=== Begin Enclosure ===

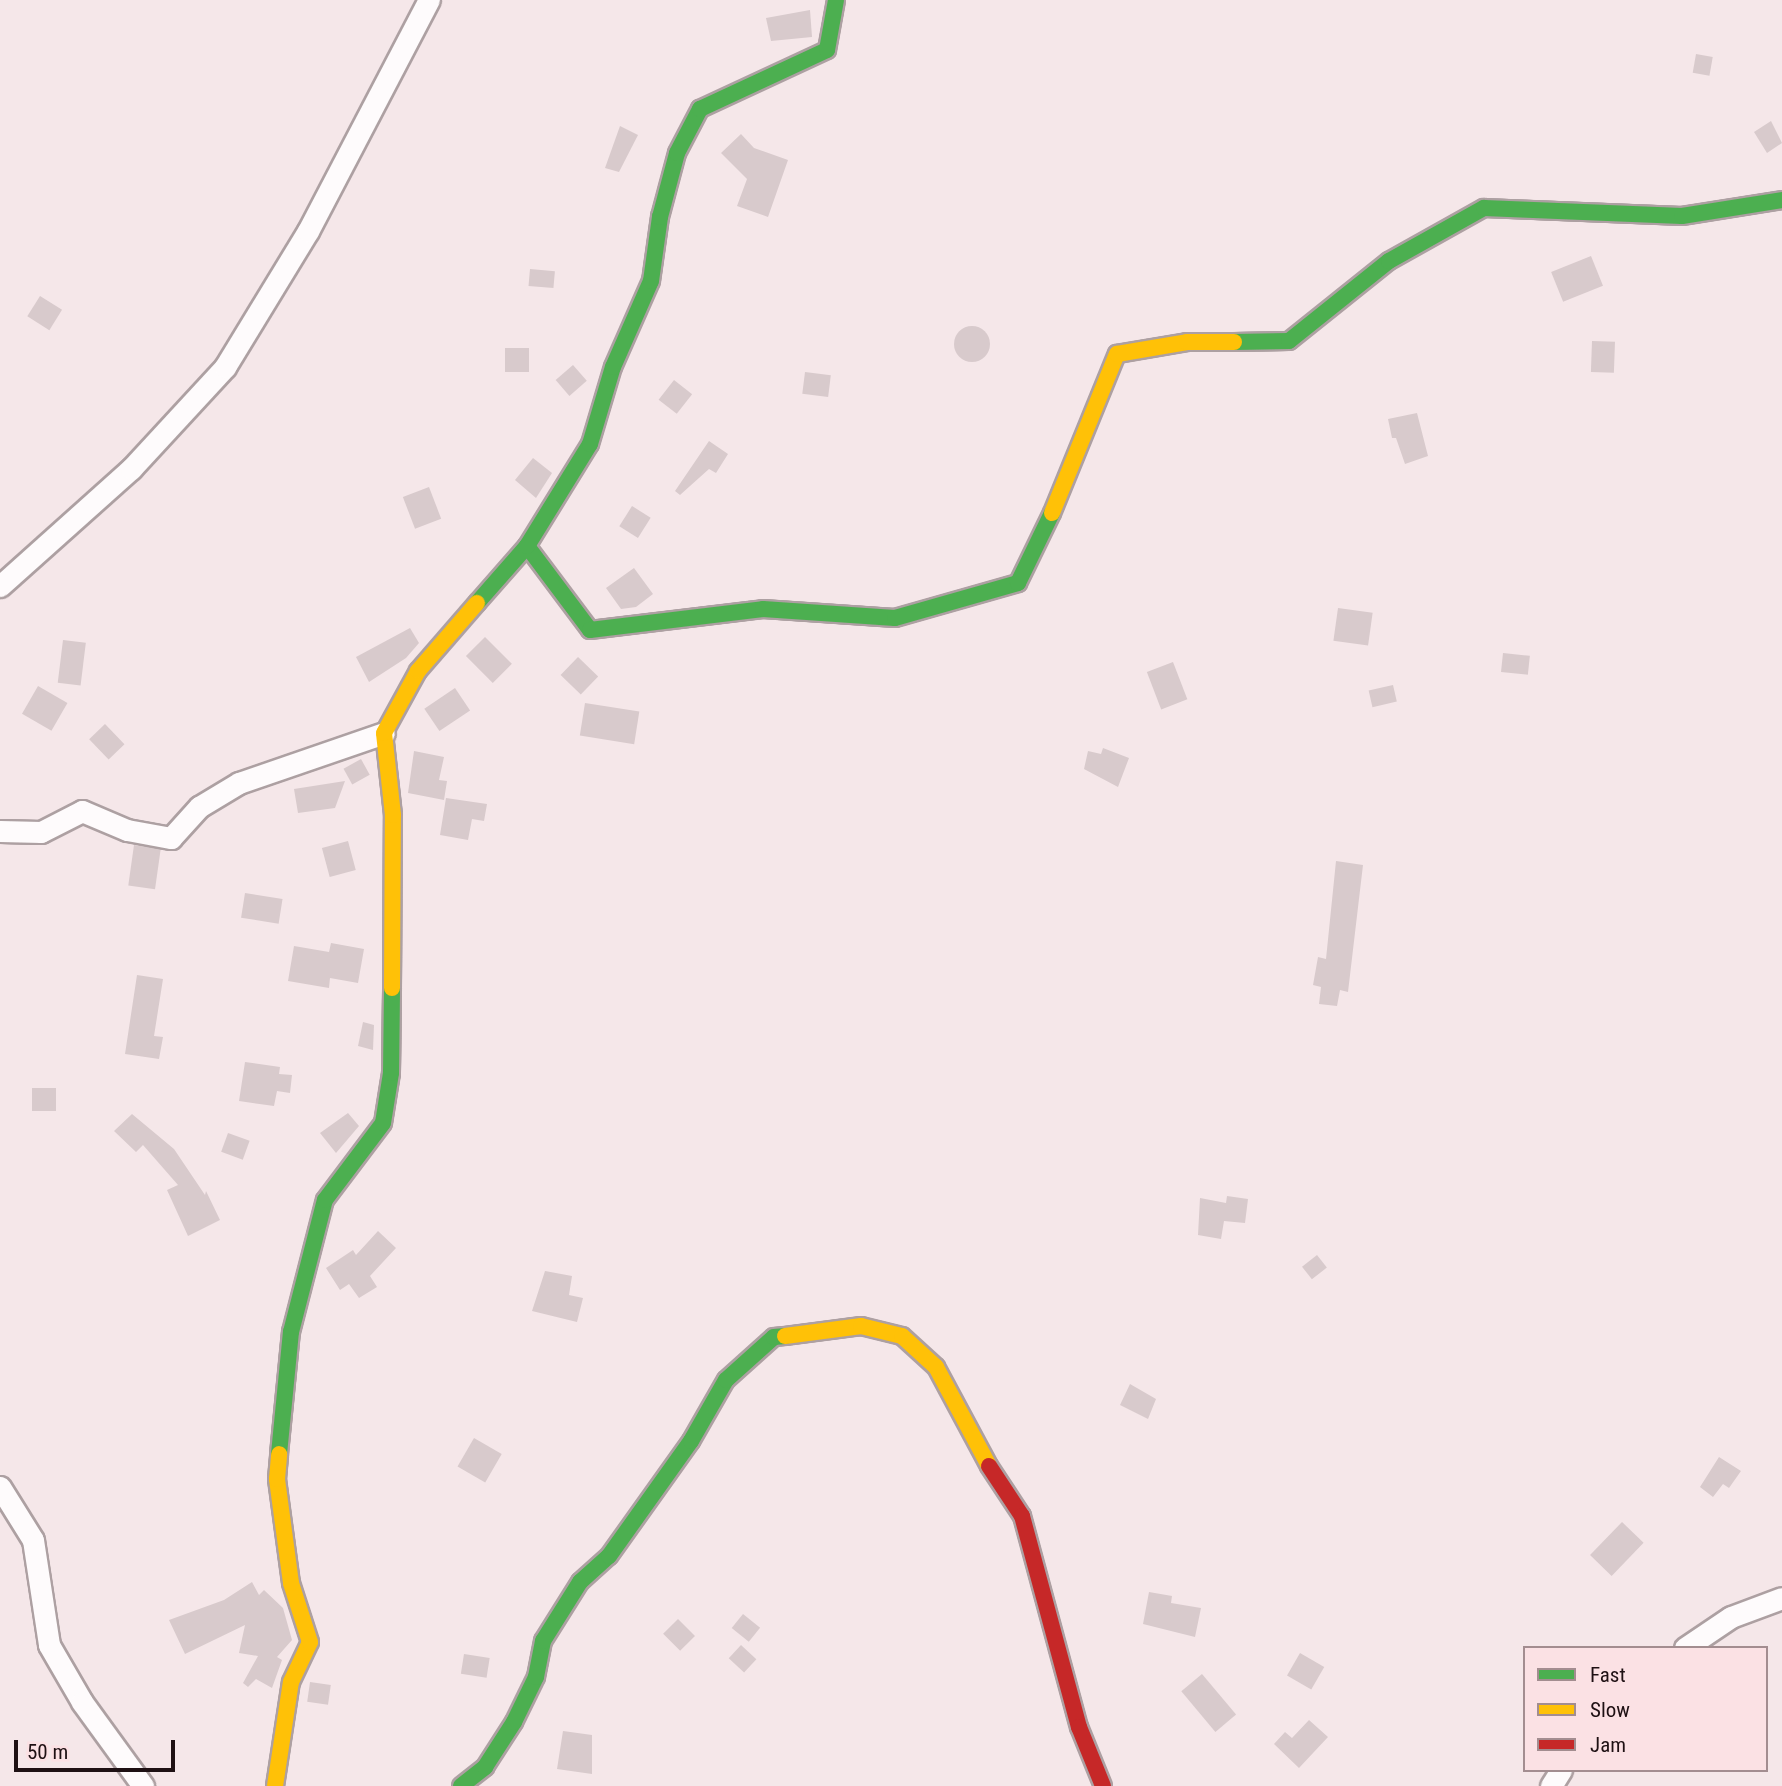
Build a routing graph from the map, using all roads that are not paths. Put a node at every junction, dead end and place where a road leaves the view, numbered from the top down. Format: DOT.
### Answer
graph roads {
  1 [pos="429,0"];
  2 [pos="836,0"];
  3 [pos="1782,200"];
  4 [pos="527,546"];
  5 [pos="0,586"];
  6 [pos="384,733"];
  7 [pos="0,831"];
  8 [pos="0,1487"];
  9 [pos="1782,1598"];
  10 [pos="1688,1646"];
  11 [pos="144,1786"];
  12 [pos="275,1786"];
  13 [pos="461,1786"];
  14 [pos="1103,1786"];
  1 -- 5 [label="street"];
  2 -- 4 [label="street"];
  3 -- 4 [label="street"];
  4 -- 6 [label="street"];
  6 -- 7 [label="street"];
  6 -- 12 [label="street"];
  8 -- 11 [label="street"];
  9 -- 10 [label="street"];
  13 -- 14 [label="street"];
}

=== End Enclosure ===

After dropping every picture, transcribe each entry exactly.

Build a routing graph from the map, using all roads that are not paths. Put a node at every junction, dead end and place where a road leaves the view, numbered from the top down. Format: DOT.
### Answer
graph roads {
  1 [pos="429,0"];
  2 [pos="836,0"];
  3 [pos="1782,200"];
  4 [pos="527,546"];
  5 [pos="0,586"];
  6 [pos="384,733"];
  7 [pos="0,831"];
  8 [pos="0,1487"];
  9 [pos="1782,1598"];
  10 [pos="1688,1646"];
  11 [pos="144,1786"];
  12 [pos="275,1786"];
  13 [pos="461,1786"];
  14 [pos="1103,1786"];
  1 -- 5 [label="street"];
  2 -- 4 [label="street"];
  3 -- 4 [label="street"];
  4 -- 6 [label="street"];
  6 -- 7 [label="street"];
  6 -- 12 [label="street"];
  8 -- 11 [label="street"];
  9 -- 10 [label="street"];
  13 -- 14 [label="street"];
}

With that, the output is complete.